「まず、俺がこの家に来た理由からね。端的に言えば、明日から少しこの家に泊まらせてほしい」
 「……は?」

 開いた口が塞がらない。急に来たかと思えば、明日から泊まらせろ?

 「はあ!?いや、え、ちょっ、急に言われても…」
 「一応、マユさんに許可は取ったんだけど、聞いてなかった?」

 母さんがナギのお母さんと未だに連絡を取っていることは知っていたけど、ナギとも連絡を取っていたのか。てか、母さん、大事なことは伝えるの忘れちゃうかなぁ…

 「聞いて、ない」
 「マユさん、言うの忘れちゃってたのかな」

 天然だもんね、なんて付け足しながらナギは笑っている。

 「え、てかなんで俺の家なんだよ。シャタク?とかないの?」

 母さんからナギの話はよく聞いていた。確か、2年くらい前に教育大学を卒業して先生になったと話していた気がする。

 「えー、あるのかな。あったら是非、住みたいんだけど」
 「ないってことか。遠回しに言うなよ」
 「ごめん、ごめん。次の家が見つかるまででいいからさ。この時期だとあまりいい家がなくて、このままだと野宿になっちゃうな」
 「先生に癖に野宿なんて、最悪だな」
 「そう、だからさ。お願い」

 両手を合わせて、小さい子がお母さんにおもちゃをねだるように「お願い」とこちらを見つめる。
 部屋は余っているくらいだし、一部屋を誰かに貸すくらいなにも問題はない。
 ナギはしっかりしているから、夜に騒ぐことも女の人を連れ込んだりすることもないだろう。
 
 うーん、と悩んでいるとナギは「じゃあさ!」と再び口を開いた。

 「掃除、洗濯、炊事、全部俺がやるってのはどう?」

 いい条件でしょ、とまた屈託のない笑顔を俺に向けた。
 正直、家のことを後回しにするし、碌にご飯を食べないせいで母さんから毎週おかずを配達されている俺からすると、かなりの好条件である。

 「すげー助かるけど、ナギが大変じゃん」

 一人暮らしであれば、ほどほど適当にこなして、自分が不満じゃなければそれでいい。

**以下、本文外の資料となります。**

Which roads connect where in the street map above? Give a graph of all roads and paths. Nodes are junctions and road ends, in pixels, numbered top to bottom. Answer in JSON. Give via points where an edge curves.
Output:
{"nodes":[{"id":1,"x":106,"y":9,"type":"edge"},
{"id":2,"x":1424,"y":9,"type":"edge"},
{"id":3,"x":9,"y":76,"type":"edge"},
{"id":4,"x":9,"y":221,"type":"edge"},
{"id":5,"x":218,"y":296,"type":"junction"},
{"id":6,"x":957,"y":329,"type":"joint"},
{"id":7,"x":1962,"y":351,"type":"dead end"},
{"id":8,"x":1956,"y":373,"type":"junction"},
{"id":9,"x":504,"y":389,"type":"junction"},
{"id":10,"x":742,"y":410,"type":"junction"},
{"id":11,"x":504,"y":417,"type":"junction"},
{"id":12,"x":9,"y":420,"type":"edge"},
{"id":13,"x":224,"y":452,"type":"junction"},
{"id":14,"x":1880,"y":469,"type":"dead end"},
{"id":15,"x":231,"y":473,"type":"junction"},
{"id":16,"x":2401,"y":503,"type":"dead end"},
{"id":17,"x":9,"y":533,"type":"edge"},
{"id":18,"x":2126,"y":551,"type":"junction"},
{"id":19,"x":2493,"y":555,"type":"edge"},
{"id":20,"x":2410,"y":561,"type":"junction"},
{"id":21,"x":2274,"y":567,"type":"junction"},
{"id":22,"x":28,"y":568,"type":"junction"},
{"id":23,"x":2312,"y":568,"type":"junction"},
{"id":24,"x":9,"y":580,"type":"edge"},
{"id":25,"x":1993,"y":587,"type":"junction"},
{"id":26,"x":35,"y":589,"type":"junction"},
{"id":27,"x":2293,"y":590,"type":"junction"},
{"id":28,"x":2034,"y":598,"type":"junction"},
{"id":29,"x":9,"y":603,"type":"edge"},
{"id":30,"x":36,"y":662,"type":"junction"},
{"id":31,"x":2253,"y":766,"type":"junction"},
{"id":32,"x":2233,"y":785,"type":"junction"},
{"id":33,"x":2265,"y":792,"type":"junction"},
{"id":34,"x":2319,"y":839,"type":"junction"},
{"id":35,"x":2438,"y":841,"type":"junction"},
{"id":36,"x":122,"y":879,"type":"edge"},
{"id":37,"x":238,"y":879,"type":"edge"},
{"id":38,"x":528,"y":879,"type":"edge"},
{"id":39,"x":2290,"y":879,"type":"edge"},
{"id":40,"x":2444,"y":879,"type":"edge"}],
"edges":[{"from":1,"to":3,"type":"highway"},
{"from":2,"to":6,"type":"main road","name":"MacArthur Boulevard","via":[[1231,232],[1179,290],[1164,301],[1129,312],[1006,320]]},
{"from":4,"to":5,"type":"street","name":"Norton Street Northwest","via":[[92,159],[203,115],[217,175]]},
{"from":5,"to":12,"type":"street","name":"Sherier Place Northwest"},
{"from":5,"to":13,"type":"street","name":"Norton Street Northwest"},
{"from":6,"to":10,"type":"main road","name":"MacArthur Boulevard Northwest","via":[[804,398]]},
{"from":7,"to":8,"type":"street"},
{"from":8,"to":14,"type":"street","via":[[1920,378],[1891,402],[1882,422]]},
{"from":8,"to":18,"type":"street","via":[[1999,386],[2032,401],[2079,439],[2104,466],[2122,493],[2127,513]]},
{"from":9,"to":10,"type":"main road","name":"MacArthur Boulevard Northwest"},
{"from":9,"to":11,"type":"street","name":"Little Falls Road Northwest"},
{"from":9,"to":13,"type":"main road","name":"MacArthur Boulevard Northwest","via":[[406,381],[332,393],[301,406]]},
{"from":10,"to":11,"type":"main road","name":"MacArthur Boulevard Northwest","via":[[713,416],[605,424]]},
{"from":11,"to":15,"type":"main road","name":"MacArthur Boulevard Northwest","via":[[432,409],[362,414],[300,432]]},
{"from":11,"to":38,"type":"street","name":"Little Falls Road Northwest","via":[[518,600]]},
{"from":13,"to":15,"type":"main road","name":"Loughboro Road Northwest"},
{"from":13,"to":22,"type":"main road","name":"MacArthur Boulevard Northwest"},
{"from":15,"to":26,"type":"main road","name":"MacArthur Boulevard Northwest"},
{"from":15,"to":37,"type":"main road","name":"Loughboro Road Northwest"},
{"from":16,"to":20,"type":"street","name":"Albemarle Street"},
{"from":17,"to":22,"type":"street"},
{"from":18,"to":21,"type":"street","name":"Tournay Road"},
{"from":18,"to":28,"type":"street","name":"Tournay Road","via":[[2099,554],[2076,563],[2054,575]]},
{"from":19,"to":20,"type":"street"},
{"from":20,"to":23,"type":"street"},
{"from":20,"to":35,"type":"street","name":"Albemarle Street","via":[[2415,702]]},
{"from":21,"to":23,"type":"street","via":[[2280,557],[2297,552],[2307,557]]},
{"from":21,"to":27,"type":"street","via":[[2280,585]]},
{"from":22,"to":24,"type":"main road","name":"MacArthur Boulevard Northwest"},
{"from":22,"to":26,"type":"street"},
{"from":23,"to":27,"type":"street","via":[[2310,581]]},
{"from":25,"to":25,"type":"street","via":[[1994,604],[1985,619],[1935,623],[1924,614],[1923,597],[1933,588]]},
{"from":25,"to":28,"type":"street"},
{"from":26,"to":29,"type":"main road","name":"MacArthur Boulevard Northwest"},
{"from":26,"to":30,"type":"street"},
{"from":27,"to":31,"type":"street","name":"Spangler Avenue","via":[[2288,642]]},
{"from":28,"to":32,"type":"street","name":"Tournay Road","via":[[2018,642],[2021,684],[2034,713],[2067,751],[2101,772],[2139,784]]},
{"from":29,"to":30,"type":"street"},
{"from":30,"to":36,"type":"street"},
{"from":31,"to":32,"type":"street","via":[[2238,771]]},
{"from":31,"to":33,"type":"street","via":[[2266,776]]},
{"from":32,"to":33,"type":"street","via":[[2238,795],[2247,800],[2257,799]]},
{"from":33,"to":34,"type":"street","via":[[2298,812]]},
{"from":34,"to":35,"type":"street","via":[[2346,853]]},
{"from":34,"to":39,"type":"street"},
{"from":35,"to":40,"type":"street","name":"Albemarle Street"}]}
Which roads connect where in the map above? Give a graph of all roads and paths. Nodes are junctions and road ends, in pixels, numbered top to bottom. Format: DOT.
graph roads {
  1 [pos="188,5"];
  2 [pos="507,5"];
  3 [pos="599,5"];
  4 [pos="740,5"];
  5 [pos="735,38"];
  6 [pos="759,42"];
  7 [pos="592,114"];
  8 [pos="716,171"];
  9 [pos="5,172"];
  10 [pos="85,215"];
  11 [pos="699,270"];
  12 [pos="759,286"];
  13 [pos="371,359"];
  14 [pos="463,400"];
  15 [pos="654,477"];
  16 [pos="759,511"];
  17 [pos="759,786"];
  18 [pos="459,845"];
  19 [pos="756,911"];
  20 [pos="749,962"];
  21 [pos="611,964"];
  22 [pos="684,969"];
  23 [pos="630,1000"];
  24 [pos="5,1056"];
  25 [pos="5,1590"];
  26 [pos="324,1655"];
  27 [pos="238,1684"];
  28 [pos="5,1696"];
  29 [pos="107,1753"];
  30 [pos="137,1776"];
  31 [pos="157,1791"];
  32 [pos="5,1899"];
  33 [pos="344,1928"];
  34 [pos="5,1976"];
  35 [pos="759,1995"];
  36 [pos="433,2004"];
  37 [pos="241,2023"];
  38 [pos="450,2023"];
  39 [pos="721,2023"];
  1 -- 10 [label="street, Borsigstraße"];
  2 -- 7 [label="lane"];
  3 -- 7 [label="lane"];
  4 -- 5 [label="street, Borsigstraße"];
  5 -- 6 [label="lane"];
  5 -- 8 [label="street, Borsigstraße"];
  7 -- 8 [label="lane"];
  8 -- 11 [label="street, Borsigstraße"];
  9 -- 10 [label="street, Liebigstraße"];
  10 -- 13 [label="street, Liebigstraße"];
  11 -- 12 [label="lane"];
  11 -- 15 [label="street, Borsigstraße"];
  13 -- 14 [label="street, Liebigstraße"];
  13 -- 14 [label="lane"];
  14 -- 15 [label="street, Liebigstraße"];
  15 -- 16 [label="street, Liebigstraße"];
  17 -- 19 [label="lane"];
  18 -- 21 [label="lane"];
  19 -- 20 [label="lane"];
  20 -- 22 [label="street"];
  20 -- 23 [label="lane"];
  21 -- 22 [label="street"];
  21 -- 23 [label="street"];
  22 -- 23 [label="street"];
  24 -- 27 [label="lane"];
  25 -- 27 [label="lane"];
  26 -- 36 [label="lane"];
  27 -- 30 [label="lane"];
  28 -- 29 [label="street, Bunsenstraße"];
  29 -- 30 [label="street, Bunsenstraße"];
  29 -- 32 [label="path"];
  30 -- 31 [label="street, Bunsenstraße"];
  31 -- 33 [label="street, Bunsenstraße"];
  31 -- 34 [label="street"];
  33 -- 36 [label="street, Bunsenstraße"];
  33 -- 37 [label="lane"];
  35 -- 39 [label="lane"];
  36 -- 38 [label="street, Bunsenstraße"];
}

が、他の人の分もとなるとまた別だろう。
 食の好みが合わないとか、風呂の温度とか、洗濯をする頻度とか。俺は全部適当で、自分が気になったらする程度だから、やってもらえるならなんでもいい。相手に合わせられる。

 泊まらせてほしいと言っているからには、そこらへん加味してると思うけど。

 「泊まらせてほしい、って押しかけてきたのは俺だし。家事くらいどうってことないよ。毎日してることだし」
 「……ナギが、いいなら」

 交渉成立!と笑いながらナギは俺の手を取った。